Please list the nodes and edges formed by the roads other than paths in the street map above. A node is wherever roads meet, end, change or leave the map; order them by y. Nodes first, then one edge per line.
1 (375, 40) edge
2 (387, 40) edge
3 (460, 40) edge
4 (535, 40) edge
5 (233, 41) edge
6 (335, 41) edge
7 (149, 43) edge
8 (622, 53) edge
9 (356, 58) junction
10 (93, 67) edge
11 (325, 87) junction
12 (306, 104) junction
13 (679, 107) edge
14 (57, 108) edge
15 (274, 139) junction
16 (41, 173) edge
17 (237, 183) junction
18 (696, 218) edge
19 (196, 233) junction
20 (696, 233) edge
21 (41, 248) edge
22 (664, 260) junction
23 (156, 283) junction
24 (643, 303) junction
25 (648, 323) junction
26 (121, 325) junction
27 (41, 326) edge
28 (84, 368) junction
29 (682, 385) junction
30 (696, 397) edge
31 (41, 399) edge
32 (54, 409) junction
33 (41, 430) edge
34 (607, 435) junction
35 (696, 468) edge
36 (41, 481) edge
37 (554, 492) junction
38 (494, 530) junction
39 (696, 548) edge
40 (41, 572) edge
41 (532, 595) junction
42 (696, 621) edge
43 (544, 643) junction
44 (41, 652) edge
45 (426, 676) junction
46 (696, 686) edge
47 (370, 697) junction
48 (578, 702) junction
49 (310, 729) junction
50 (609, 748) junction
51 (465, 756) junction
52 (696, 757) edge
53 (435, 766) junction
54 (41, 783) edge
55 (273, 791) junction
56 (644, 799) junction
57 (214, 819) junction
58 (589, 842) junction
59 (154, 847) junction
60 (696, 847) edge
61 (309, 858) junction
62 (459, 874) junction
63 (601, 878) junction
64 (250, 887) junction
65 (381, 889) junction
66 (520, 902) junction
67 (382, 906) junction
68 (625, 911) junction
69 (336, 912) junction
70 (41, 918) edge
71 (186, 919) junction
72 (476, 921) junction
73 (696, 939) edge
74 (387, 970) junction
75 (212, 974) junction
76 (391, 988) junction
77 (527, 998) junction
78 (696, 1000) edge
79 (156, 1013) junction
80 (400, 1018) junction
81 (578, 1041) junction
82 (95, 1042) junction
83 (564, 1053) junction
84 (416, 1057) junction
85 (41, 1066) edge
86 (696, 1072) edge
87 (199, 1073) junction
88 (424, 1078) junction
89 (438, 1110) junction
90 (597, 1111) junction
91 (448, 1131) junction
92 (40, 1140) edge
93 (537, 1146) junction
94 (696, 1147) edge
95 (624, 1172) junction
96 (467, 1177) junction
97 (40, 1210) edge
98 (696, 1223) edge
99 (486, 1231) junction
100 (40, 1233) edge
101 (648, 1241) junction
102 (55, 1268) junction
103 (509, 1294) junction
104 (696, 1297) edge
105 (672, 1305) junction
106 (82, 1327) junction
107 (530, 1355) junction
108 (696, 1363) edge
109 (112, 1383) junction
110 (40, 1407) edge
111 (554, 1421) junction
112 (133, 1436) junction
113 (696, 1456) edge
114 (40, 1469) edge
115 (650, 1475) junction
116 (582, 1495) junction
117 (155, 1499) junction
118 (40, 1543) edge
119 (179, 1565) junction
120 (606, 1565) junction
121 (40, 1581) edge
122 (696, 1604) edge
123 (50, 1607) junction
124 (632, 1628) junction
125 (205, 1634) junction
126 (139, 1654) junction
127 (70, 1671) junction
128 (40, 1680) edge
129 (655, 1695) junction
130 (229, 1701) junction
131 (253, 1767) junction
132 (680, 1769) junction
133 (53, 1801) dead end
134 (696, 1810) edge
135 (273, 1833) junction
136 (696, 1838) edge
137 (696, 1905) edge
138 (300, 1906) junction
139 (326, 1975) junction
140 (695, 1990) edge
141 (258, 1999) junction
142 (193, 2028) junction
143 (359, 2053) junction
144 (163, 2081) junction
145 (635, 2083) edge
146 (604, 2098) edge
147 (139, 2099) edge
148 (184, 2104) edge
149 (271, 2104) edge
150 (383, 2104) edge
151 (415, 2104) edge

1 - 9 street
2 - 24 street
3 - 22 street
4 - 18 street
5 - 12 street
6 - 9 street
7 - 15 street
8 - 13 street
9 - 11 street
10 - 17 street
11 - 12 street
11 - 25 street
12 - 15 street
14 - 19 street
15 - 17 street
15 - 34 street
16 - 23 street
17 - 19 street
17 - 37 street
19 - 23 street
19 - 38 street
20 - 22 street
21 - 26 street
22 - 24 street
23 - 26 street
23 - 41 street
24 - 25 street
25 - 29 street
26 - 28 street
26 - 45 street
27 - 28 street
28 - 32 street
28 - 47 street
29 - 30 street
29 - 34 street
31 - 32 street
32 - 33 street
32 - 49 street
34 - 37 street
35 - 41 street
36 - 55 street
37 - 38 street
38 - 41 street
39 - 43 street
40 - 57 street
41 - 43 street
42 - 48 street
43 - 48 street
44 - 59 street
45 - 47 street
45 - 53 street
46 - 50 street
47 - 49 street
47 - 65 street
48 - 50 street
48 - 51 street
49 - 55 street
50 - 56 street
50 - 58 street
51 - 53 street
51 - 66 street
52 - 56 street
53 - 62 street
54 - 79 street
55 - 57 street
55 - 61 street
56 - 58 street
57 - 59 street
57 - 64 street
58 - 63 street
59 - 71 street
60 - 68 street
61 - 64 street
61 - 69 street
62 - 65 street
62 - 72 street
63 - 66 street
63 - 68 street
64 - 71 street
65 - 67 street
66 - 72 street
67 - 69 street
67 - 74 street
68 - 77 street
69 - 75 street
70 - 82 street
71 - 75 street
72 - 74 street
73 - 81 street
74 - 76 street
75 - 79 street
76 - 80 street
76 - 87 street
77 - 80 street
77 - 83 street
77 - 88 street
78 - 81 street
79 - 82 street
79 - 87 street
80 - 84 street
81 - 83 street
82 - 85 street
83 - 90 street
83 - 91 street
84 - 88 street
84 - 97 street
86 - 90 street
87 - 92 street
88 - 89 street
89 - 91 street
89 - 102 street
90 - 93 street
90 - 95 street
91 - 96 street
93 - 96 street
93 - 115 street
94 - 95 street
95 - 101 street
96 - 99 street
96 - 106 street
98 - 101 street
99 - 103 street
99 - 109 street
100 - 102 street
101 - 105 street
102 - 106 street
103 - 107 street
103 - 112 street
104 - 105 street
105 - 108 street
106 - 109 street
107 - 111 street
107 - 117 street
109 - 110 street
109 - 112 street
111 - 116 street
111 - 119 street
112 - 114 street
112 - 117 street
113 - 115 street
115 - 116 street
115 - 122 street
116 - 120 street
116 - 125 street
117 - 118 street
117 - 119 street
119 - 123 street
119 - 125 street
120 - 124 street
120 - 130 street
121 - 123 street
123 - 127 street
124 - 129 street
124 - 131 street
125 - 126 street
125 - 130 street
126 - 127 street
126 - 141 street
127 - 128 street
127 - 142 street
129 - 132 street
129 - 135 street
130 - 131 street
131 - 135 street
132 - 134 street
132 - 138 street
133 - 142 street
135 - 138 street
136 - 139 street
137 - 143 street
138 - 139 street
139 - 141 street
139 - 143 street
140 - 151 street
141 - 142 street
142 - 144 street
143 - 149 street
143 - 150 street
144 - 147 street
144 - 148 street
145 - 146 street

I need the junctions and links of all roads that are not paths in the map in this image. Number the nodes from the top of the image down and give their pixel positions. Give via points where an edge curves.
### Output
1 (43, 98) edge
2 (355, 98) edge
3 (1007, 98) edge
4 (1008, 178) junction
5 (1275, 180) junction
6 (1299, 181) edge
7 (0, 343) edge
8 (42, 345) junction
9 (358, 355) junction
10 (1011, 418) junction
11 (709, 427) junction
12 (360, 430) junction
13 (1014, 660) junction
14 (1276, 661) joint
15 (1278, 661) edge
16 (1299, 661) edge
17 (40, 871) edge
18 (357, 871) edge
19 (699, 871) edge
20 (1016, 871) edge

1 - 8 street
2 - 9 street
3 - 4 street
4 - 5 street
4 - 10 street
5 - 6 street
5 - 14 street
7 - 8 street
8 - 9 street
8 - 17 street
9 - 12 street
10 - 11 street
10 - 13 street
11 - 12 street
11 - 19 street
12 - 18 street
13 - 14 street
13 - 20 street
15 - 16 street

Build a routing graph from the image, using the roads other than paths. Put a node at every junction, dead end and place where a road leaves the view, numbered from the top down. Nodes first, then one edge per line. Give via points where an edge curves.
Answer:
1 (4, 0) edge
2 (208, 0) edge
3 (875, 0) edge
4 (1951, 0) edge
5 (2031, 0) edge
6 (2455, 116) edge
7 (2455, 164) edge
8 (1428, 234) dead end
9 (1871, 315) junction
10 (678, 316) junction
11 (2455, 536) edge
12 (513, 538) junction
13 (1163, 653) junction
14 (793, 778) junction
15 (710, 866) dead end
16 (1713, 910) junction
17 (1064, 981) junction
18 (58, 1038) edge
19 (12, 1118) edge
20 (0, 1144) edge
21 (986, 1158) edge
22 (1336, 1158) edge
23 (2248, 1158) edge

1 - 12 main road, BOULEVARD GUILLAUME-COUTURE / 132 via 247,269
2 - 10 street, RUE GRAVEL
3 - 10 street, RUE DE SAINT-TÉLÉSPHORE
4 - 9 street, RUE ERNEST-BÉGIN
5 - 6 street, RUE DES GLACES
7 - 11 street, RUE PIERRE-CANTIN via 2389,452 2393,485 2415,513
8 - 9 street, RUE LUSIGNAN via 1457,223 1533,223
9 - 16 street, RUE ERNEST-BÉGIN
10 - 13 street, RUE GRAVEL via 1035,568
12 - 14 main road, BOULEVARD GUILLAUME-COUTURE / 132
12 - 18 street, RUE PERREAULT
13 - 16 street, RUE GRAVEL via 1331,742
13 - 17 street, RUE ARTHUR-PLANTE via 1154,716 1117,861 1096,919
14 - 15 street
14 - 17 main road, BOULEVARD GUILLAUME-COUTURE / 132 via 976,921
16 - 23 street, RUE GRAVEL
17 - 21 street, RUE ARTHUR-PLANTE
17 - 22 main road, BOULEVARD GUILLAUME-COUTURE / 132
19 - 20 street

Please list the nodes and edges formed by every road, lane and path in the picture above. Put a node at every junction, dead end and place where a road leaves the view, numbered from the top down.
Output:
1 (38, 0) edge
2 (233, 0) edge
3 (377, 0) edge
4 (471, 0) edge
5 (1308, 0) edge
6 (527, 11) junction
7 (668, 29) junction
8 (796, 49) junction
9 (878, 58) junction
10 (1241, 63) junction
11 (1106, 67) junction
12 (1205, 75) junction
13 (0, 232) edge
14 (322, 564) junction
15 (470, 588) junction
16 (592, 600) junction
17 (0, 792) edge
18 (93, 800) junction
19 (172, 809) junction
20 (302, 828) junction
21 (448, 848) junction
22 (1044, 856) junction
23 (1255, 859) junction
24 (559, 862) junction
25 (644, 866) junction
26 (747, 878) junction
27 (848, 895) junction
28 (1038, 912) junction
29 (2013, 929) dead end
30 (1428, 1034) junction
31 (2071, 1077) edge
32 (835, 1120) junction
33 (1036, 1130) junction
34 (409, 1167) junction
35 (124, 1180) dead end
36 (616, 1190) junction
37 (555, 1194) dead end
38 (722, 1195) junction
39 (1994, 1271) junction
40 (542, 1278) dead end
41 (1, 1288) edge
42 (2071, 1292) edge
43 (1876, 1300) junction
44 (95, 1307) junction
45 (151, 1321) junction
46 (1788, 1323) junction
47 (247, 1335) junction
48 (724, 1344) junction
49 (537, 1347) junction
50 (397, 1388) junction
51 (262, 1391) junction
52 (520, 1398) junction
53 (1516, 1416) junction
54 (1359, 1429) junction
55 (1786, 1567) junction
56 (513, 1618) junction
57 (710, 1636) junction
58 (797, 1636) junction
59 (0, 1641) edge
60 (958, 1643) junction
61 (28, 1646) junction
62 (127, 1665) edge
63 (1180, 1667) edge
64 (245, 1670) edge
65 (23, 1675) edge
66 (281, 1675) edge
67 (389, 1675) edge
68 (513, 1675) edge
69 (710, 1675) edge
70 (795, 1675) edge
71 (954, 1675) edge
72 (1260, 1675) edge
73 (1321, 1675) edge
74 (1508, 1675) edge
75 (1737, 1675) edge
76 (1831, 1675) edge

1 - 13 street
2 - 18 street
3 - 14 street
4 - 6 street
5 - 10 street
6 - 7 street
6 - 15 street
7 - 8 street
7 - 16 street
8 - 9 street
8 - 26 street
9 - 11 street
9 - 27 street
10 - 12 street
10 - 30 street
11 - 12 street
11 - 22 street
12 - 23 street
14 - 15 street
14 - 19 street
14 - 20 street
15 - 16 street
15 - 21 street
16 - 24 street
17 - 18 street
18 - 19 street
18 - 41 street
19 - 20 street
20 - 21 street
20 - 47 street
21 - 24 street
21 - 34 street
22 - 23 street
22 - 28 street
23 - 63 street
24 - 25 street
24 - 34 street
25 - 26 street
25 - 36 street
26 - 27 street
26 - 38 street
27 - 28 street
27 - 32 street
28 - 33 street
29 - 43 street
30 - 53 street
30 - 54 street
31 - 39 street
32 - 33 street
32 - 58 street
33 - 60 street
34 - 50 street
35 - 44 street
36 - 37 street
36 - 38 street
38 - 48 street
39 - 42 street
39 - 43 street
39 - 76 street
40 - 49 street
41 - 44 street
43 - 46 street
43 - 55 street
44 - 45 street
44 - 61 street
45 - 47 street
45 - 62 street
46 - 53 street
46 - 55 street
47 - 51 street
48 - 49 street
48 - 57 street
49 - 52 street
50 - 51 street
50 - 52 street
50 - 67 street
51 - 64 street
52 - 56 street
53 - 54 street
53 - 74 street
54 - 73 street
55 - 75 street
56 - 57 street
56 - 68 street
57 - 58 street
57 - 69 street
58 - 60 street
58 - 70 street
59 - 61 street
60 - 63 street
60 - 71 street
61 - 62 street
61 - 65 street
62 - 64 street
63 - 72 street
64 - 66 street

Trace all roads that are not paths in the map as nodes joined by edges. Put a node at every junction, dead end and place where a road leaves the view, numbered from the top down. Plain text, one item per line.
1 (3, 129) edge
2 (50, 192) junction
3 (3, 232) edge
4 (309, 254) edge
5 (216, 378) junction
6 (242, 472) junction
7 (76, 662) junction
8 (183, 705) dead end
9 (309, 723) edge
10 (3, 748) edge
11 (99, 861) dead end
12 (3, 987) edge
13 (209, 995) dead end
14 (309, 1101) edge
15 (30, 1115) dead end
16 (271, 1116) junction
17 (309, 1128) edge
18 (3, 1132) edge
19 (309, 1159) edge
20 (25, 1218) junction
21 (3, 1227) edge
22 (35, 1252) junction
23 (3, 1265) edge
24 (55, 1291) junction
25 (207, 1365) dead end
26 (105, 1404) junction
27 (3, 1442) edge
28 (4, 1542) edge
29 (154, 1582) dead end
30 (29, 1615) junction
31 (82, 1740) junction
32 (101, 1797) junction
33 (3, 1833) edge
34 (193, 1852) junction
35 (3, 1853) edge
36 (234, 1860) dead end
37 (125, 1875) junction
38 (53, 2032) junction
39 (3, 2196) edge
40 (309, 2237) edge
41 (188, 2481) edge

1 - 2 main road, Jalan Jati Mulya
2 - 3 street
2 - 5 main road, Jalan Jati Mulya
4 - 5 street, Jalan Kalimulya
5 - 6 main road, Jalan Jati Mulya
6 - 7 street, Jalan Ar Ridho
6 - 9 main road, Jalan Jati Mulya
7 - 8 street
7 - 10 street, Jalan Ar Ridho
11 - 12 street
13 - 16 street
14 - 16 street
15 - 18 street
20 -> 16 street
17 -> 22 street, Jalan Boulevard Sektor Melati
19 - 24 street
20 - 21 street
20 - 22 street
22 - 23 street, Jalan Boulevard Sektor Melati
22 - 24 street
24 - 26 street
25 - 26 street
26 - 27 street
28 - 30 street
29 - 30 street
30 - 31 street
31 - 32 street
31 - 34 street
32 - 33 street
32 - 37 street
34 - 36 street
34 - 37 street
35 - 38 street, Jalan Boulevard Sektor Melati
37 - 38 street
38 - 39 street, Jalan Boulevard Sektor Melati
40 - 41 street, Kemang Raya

################

◆ What you should do:
All lines above between those holding "I need the junctions" and "Build a routing", inclusive, must be set down unchanged, and no other line may be included.

◆ Answer to this task:
I need the junctions and links of all roads that are not paths in the map in this image. Number the nodes from the top of the image down and give their pixel positions. Give via points where an edge curves.
### Output
1 (43, 98) edge
2 (355, 98) edge
3 (1007, 98) edge
4 (1008, 178) junction
5 (1275, 180) junction
6 (1299, 181) edge
7 (0, 343) edge
8 (42, 345) junction
9 (358, 355) junction
10 (1011, 418) junction
11 (709, 427) junction
12 (360, 430) junction
13 (1014, 660) junction
14 (1276, 661) joint
15 (1278, 661) edge
16 (1299, 661) edge
17 (40, 871) edge
18 (357, 871) edge
19 (699, 871) edge
20 (1016, 871) edge

1 - 8 street
2 - 9 street
3 - 4 street
4 - 5 street
4 - 10 street
5 - 6 street
5 - 14 street
7 - 8 street
8 - 9 street
8 - 17 street
9 - 12 street
10 - 11 street
10 - 13 street
11 - 12 street
11 - 19 street
12 - 18 street
13 - 14 street
13 - 20 street
15 - 16 street

Build a routing graph from the image, using the roads other than paths. Put a node at every junction, dead end and place where a road leaves the view, numbered from the top down. Nodes first, then one edge per line. Give via points where an edge curves.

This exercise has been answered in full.